La plupart des indicateurs de la transition énergétique et climatique de la France sont dans le rouge selon les chiffres 2018, rapporte l'observatoire climat-énergie. Les transports et le logement sont une nouvelle fois mis à l'index.

Energie  |    |  Laurent Radisson Actu-Environnement.com

"Ce n'est pas un outil qui mesure l'ambition de la France mais un outil neutre qui suit annuellement le respect des objectifs qu'elle s'est fixée", explique Anne Bringault, responsable Transition énergétique au Réseau Action Climat (RAC). L'observatoire climat-énergie, créé il y a un an, a rendu public ce 18 septembre les premiers résultats pour 2018. C'est-à-dire les écarts par rapport aux engagements inscrits dans la stratégie nationale bas carbone (SNBC) de 2015 et la programmation pluriannuelle de l'énergie (PPE) de 2016.

Les chiffres publiés par cet observatoire, auquel participent le RAC, le Cler, le ministère de la Transition écologique, l'Ademe, Entreprises pour l'environnement (EpE) et l'Iddri, sont globalement mauvais tant en ce qui concerne le climat que l'énergie, même si quelques statistiques prises individuellement donnent satisfaction.

Le budget carbone dépassé de 4,5 %

C'est le cas des émissions de gaz à effet de serre (GES) qui ont baissé de 4,2 % entre 2017 et 2018, après trois années de hausse. La ministre de la Transition écologique s'en félicite dans un communiqué publié simultanément. Mais cette baisse s'explique surtout par un hiver doux, souligne l'observatoire. D'autre part, ces émissions dépassent de 4,5 % le budget carbone défini par la SNBC. Les principaux secteurs en cause ? Les transports et le bâtiment, qui sont à la fois les secteurs les plus émetteurs et ceux qui ont le plus dépassé leur budget carbone.

Les transports restent toujours le secteur le plus émetteur, avec 31 % des émissions des émissions totales françaises. Une légère baisse (-1,6 %) des émissions est constatée en 2018 par rapport à 2017. "Pour la première fois depuis 2014, le niveau d'émissions de gaz à effet de serre provenant du secteur des transports est (…) en baisse",  se félicite d'ailleurs Elisabeth Borne. Mais cette baisse est essentiellement due à celle du nombre de kilomètres parcourus par voyageur.

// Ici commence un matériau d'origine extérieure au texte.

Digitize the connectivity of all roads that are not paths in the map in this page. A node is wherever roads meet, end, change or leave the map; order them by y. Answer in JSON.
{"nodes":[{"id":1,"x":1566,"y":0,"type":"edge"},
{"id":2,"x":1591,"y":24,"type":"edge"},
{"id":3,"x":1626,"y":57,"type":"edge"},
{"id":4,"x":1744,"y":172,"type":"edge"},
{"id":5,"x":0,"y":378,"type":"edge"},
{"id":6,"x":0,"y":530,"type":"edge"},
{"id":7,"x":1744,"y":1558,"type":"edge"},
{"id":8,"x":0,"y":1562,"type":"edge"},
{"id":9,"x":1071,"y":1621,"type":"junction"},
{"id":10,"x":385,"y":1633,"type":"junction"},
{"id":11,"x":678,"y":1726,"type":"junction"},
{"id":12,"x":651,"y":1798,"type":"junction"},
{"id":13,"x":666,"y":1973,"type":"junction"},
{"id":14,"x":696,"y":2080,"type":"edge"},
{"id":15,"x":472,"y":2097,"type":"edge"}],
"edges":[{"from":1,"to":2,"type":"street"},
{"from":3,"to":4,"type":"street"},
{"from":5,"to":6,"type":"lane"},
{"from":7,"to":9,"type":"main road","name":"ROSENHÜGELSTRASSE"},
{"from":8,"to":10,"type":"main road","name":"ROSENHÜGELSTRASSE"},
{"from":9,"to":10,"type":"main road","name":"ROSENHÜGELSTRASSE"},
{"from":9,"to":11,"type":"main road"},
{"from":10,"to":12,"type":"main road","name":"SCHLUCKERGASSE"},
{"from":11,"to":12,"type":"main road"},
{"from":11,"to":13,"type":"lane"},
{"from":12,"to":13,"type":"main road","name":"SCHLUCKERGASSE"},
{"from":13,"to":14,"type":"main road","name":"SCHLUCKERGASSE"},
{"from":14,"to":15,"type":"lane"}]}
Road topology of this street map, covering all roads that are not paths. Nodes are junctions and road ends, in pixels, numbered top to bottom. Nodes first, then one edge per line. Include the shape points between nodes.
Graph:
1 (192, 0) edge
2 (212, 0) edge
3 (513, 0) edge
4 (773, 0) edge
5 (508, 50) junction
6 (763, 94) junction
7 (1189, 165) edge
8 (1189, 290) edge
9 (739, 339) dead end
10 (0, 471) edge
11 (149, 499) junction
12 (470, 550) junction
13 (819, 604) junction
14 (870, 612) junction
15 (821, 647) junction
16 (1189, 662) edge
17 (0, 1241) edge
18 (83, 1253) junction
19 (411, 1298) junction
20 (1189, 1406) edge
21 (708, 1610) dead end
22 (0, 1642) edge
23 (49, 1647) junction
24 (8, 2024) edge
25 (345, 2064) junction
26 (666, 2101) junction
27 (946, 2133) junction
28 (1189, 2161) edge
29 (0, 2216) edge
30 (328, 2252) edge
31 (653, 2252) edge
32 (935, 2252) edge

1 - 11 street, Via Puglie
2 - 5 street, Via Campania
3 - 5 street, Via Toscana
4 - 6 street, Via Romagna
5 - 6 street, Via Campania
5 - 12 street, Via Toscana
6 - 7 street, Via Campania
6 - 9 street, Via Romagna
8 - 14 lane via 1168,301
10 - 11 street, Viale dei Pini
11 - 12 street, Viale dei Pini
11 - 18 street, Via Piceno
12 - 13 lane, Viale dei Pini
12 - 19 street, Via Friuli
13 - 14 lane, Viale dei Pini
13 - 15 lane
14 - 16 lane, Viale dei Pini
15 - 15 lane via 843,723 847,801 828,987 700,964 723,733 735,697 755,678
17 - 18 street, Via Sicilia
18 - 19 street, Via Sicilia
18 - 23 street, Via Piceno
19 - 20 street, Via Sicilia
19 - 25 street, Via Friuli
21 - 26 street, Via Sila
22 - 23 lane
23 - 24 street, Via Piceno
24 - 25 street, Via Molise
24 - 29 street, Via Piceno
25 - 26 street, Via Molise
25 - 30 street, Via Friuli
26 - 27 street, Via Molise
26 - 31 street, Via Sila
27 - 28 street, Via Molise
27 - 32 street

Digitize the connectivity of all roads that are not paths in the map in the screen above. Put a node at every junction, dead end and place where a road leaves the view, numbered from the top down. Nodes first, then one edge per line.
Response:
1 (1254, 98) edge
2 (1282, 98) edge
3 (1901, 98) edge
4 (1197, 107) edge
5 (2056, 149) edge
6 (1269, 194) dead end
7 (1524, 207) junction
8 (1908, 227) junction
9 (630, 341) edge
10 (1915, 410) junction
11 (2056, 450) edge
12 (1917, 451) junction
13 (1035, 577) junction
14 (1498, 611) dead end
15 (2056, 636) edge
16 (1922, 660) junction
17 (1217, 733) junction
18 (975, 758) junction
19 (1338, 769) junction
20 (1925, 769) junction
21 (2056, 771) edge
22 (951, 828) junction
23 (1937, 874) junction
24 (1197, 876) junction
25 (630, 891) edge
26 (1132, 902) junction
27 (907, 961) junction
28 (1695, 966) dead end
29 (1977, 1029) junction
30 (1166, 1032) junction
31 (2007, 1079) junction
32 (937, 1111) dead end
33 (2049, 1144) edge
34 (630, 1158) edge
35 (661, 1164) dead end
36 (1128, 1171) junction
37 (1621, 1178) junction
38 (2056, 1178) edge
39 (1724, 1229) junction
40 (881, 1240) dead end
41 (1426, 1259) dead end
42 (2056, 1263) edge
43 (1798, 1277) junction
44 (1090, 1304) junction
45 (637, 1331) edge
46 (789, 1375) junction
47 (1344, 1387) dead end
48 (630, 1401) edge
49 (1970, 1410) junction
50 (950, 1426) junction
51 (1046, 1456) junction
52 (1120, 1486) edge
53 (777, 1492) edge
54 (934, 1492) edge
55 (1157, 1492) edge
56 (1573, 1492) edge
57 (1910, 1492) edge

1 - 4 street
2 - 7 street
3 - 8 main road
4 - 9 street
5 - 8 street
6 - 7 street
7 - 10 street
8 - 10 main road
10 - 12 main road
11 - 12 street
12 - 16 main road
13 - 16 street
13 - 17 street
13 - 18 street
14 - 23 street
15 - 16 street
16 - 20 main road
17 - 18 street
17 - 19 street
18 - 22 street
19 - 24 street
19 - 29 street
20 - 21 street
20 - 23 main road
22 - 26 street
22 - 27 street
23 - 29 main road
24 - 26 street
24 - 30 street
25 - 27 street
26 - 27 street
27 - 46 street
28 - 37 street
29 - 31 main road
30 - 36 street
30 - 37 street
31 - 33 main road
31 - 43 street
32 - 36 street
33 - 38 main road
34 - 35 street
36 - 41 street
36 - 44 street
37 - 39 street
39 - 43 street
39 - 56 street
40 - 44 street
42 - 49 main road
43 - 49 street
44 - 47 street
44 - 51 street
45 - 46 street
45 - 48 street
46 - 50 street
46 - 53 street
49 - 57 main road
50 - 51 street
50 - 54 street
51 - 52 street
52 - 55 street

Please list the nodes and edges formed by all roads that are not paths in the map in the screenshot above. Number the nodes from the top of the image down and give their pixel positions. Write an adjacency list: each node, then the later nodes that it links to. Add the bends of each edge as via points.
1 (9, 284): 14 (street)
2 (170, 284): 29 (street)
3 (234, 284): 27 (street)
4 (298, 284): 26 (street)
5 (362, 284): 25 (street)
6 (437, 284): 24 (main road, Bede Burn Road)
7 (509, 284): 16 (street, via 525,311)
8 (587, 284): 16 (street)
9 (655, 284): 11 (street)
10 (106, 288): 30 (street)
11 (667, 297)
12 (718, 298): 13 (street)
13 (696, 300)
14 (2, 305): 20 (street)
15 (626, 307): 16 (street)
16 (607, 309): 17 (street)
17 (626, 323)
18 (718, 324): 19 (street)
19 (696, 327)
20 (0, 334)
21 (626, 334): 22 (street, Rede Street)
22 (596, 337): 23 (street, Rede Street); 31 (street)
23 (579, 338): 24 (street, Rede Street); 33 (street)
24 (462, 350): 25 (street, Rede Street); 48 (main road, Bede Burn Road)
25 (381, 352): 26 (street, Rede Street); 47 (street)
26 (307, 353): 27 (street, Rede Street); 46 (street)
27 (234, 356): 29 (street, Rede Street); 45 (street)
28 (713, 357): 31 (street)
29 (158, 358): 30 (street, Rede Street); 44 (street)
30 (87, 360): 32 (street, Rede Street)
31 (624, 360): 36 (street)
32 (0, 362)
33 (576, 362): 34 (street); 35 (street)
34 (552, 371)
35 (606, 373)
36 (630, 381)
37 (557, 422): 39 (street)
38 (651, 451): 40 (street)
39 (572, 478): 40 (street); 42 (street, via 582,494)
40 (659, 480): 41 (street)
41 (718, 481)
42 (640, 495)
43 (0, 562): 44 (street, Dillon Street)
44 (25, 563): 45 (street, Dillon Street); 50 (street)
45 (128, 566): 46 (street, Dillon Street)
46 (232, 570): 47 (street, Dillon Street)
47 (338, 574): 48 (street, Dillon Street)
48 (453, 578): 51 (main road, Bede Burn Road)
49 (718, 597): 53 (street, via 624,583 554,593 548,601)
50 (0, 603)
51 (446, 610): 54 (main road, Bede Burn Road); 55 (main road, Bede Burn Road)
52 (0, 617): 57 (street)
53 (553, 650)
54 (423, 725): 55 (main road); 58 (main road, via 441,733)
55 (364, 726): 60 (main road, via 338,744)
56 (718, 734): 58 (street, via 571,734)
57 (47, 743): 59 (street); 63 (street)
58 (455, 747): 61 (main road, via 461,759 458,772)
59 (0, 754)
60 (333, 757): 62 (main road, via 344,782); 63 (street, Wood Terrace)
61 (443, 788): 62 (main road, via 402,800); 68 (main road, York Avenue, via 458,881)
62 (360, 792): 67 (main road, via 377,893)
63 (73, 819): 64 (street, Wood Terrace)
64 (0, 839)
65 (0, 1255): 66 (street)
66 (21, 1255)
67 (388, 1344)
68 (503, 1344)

Le budget carbone du secteur est dépassé de 12,6 %, avec de très mauvais chiffres pour les émissions des véhicules particuliers neufs (+22,9 % par rapport aux objectifs) et la part du fret ferroviaire et fluvial (-23,9 %).

   
Emissions de gaz à effet de serre en France © Observatoire climat-énergie
 
   
Quant au bâtiment, il a connu une baisse des émissions de plus de 6 % entre 2017 et 2018, mais, là-aussi, la baisse s'explique en grande partie par la douceur hivernale. D'autre part, c'est le secteur qui présente le plus gros écart par rapport aux objectifs (+14,5 %). "Le nombre de rénovations énergétiques ne suit pas et les rénovations performantes sont peu nombreuses", explique Anne Bringault, même si les statistiques font défaut en la matière.

Les chiffres de l'agriculture sont meilleurs (+2,5 %), mais l'indicateur lié à la surface de légumineuses est mauvais (-37,6 %). D'autre part, il n'existe pas d'indicateurs sur les émissions de méthane des ruminants ni sur celles liées aux engrais azotés. Le secteur de l'industrie est, quant à lui, considéré comme "globalement dans les clous" avec une baisse de -2,8 % entre 2017 et 2018 et un léger dépassement du budget carbone (+ 0,6 %). Mais les meilleurs chiffres restent ceux du secteur de la transformation d'énergie, qui a enregistré une baisse de -15 % des émissions entre 2017 et 2018 et qui se situe à –17 % en-dessous du plafond indicatif annuel.

La consommation d'énergie dépasse de 4,5% l'objectif

Les objectifs en matière d'énergie, définis par la première période de la PPE, ne sont pas non plus respectés. La consommation finale d'énergie a baissé de 1,17 % entre 2017 et 2018 après trois années de hausse. Là aussi, les conditions météo expliquent en grande partie la baisse, qui n'est que de -0,34 % corrigée des variations climatiques. La consommation de l'année 2018 reste supérieure de 4,5 % par rapport à l'objectif de la PPE.

La consommation d'énergies fossiles a baissé de 4 % en 2018 par rapport à 2017, mais la trajectoire dépasse encore de 0,6 % l'objectif de l'année. La consommation de charbon est conforme à l'objectif, ce qui n'est pas le cas du gaz naturel (+ 4,9 %) et du pétrole (+ 8,1 %).

La part des énergies renouvelables (EnR) dans la consommation d'énergie n'est que de 16,5 % en 2018 alors qu'elle aurait dû être de 20,5 %. Soit un écart de 19,5 % qualifié de "très important" par Jean-Baptiste Lebrun, directeur du Cler. Prises individuellement, les filières de l'hydroélectricité (-0,2 %), de l'éolien terrestre (+0,7 %), du bois-énergie (+5,4 %) et de la méthanisation (+10,9 %) sont en phase ou au-dessus des objectifs. Ce qui est loin d'être le cas pour l'éolien en mer (-100 %), l'injection de biogaz (-62,2 %) ou le solaire (-16,4 %).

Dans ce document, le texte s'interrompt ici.